Up to 14 reference images per Google request, 16 per OpenAI request.

Vertex AI Imagen (Google Cloud)

Vertex Imagen uses the :predict endpoint family and OAuth bearer auth instead of API keys. The SDK takes a bearer token (string); caller manages OAuth refresh externally (e.g. gcloud auth print-access-token, service-account JSON, or workload identity).

use llmkit::builders::vertex;

// Caller substitutes {project_id} and {location} before passing the URL.
let base_url = "https://us-central1-aiplatform.googleapis.com\
    /v1/projects/my-gcp-project/locations/us-central1/publishers/google/models";

let c = vertex(std::env::var("VERTEX_BEARER_TOKEN")?).with_base_url(base_url);

let resp = c
    .image()
    .model("imagen-3.0-generate-002")
    .aspect_ratio("16:9")
    .count(2)
    .generate("A red circle")
    .await?;

Edit-mode (single image into instances[0].image) and inpainting (.mask(mime, bytes) into instances[0].mask.image) work the same way. Imagen-specific knobs like negativePrompt and safetySetting are reachable through .extra_fields(...) — they spread into the request's parameters block. Vertex's :predict response does not carry token counts; resp.tokens stays zero.

Safety Settings

Control content filtering for Gemini providers. safety_settings applies to text generation, streaming, agents, and Gemini image generation. safety_filter applies to Vertex Imagen only.

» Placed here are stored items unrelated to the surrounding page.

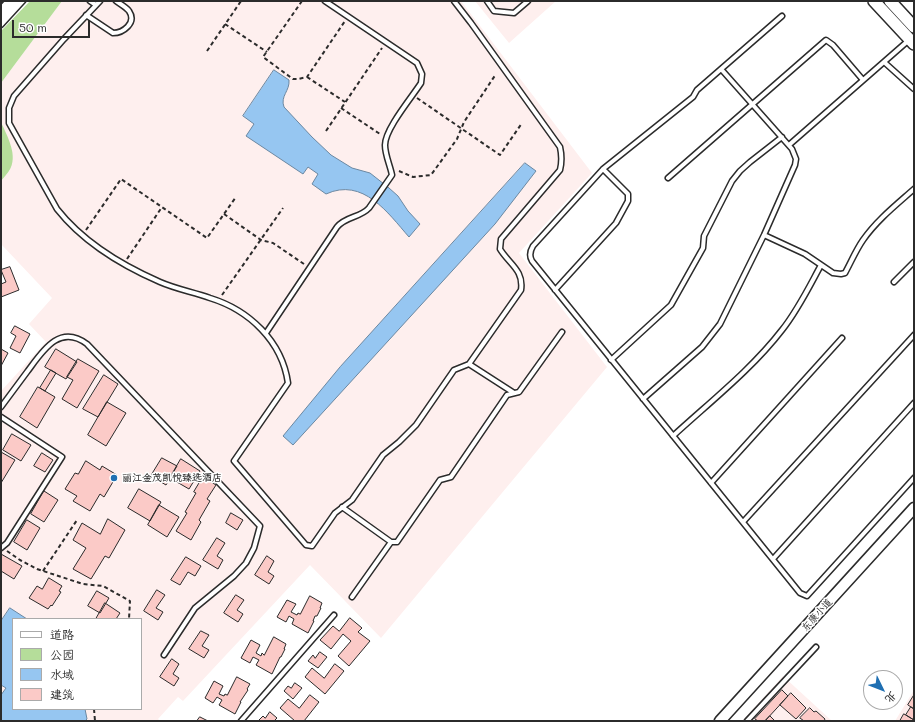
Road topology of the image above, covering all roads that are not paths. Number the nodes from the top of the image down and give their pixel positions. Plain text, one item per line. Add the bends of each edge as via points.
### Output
1 (14, 1) edge
2 (23, 1) edge
3 (90, 1) edge
4 (100, 1) edge
5 (116, 1) edge
6 (325, 1) edge
7 (454, 1) edge
8 (487, 1) edge
9 (528, 1) edge
10 (874, 1) edge
11 (890, 1) edge
12 (96, 5) junction
13 (1, 15) edge
14 (86, 15) junction
15 (782, 16) dead end
16 (1, 25) edge
17 (914, 27) edge
18 (912, 41) edge
19 (884, 62) junction
20 (721, 69) junction
21 (863, 80) junction
22 (914, 89) edge
23 (752, 104) junction
24 (782, 137) junction
25 (789, 144) junction
26 (603, 169) junction
27 (668, 178) dead end
28 (914, 189) edge
29 (764, 235) junction
30 (914, 262) edge
31 (821, 265) junction
32 (894, 282) dead end
33 (555, 290) junction
34 (562, 332) dead end
35 (266, 333) junction
36 (914, 335) edge
37 (842, 338) dead end
38 (611, 360) junction
39 (469, 364) junction
40 (514, 393) junction
41 (643, 399) junction
42 (914, 403) edge
43 (1, 407) edge
44 (1, 417) edge
45 (673, 436) junction
46 (914, 478) edge
47 (712, 483) junction
48 (342, 508) junction
49 (914, 508) edge
50 (743, 522) junction
51 (391, 542) junction
52 (2, 548) edge
53 (773, 559) junction
54 (352, 597) dead end
55 (334, 615) dead end
56 (816, 647) dead end
57 (164, 655) dead end
58 (241, 721) edge
59 (720, 721) edge
60 (747, 721) edge

1 - 13 main road
2 - 16 lane
3 - 12 lane
4 - 12 lane
5 - 14 lane via 130,14 130,23 121,32 113,33
6 - 35 lane via 417,63 422,74 421,83 386,138 392,175 369,208 360,216 351,217 341,223
7 - 39 lane via 560,147 562,159 560,170 501,239 500,249 520,275 521,290
8 - 9 lane via 494,11 514,13
10 - 18 main road
11 - 17 main road
12 - 14 lane
14 - 35 lane via 14,96 8,113 9,123 49,197 65,219 82,235 124,264 161,282 218,301 238,311
15 - 20 lane
18 - 19 lane
19 - 21 lane
19 - 22 lane
20 - 23 lane
20 - 26 lane via 697,90 693,97
21 - 23 lane via 826,40
21 - 25 lane
23 - 24 lane
23 - 27 lane
24 - 25 lane
24 - 38 lane via 750,162 732,181 704,236 703,248 671,305
25 - 29 lane via 794,154 795,165
26 - 33 lane via 531,250 530,258
26 - 33 lane via 628,194 628,201 616,223
28 - 31 lane via 868,233 845,273 833,273
29 - 31 lane via 794,248
29 - 41 lane via 715,333
30 - 32 lane
31 - 45 lane via 782,331 753,363
33 - 38 lane
34 - 40 lane via 519,392
35 - 48 lane via 281,356 288,383 234,461 306,545 312,546 335,513
36 - 50 lane
37 - 47 lane
38 - 41 lane
39 - 40 lane
39 - 48 lane via 454,370 416,426 383,455 352,500
40 - 51 lane via 507,395 451,477 440,480 397,542
41 - 45 lane
42 - 53 lane
43 - 57 lane via 45,348 62,337 78,338 87,344 260,526 254,548 246,563 195,608
44 - 52 lane via 62,456
45 - 47 lane
46 - 53 lane via 808,596 800,593
47 - 50 lane
48 - 51 lane
49 - 59 street, 东康小道
50 - 53 lane
51 - 54 lane
55 - 58 lane
56 - 60 lane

use llmkit::builders::{google, vertex};
use llmkit::types::{
    SafetySetting,
    HARM_CATEGORY_DANGEROUS_CONTENT,
    HARM_CATEGORY_HARASSMENT,
    HARM_BLOCK_THRESHOLD_NONE,
    HARM_BLOCK_THRESHOLD_HIGH_ONLY,
    IMAGE_SAFETY_FILTER_BLOCK_FEW,
};

// Gemini text or agent
let c = google(std::env::var("GOOGLE_API_KEY")?);
let resp = c
    .text()
    .safety_settings(vec![
        SafetySetting { category: HARM_CATEGORY_DANGEROUS_CONTENT.into(), threshold: HARM_BLOCK_THRESHOLD_NONE.into() },
        SafetySetting { category: HARM_CATEGORY_HARASSMENT.into(), threshold: HARM_BLOCK_THRESHOLD_HIGH_ONLY.into() },
    ])
    .prompt("Write a story")
    .await?;

// Vertex Imagen
let vc = vertex(std::env::var("VERTEX_BEARER_TOKEN")?);
let img = vc
    .image()
    .model("imagen-3.0-generate-002")
    .safety_filter(IMAGE_SAFETY_FILTER_BLOCK_FEW)
    .generate("A landscape")
    .await?;

safety_settings on Vertex Imagen and safety_filter on non-Imagen providers return Err(ValidationError). The HARM_CATEGORY_*, HARM_BLOCK_THRESHOLD_*, and IMAGE_SAFETY_FILTER_* constants cover all documented values; raw strings also work.

Upload — Path or Bytes

use llmkit::builders::openai;

let c = openai(std::env::var("OPENAI_API_KEY")?);

// from a path
let file = c.upload().path("./data.pdf").run().await?;

// from bytes (filename required)
let file2 = c.upload()
    .bytes(buf)
    .filename("report.pdf")
    .mime_type("application/pdf")
    .run()
    .await?;

Batches

use llmkit::builders::BatchHandleExt;

let results = c.text()
    .system("Be brief")
    .batch(vec!["Translate hello to French".into(), "Translate hello to Spanish".into()])
    .await?;
for r in &results { println!("{}", r.text); }

// Or split:
let handle = c.text().submit_batch(prompts).await?;
let results = handle.wait().await?;

Both inline (Anthropic) and file-reference (OpenAI two-hop) flows are handled internally. Import the BatchHandleExt trait to call .wait() on the returned handle.

Caching

// Anthropic — explicit cache_control wrap of the system prompt.
c.text().system(long_sys_prompt).caching().prompt("...").await?;

// OpenAI — automatic server-side caching (caching() is a hint; reads
// surface in resp.usage.cache_read regardless).
c.text().system(long_sys_prompt).caching().prompt("...").await?;

// Google — pre-flight POST creates a cachedContents resource, then
// the main call references it. Google requires ~1k+ tokens of system
// prompt:
c.text().system(big_sys_prompt).caching().prompt("...").await?;

The mode is provider-specific and inferred from the provider config. The default TTL comes from src/providers/generated/caching.rs (Google: 3600s).

Options

Across every *Text / *Agent builder:

Concept	Method
System prompt	`.system(s)`
Model override	`.model(name)`
Sampling	`.temperature(t)`
Token cap	`.max_tokens(n)`
Caching	`.caching()`
Conversation hist	`.history(msgs)`
Structured output	`.schema(json)`
Middleware hooks	`.middleware(fns)`
Reasoning effort	`.reasoning_effort(l)`
Thinking budget	`.thinking_budget(n)`

Sampling hyperparameters (.top_p, .top_k, .seed, .frequency_penalty, .presence_penalty, .stop_sequences) are validated per provider; unsupported options return Error::Validation rather than silently dropping.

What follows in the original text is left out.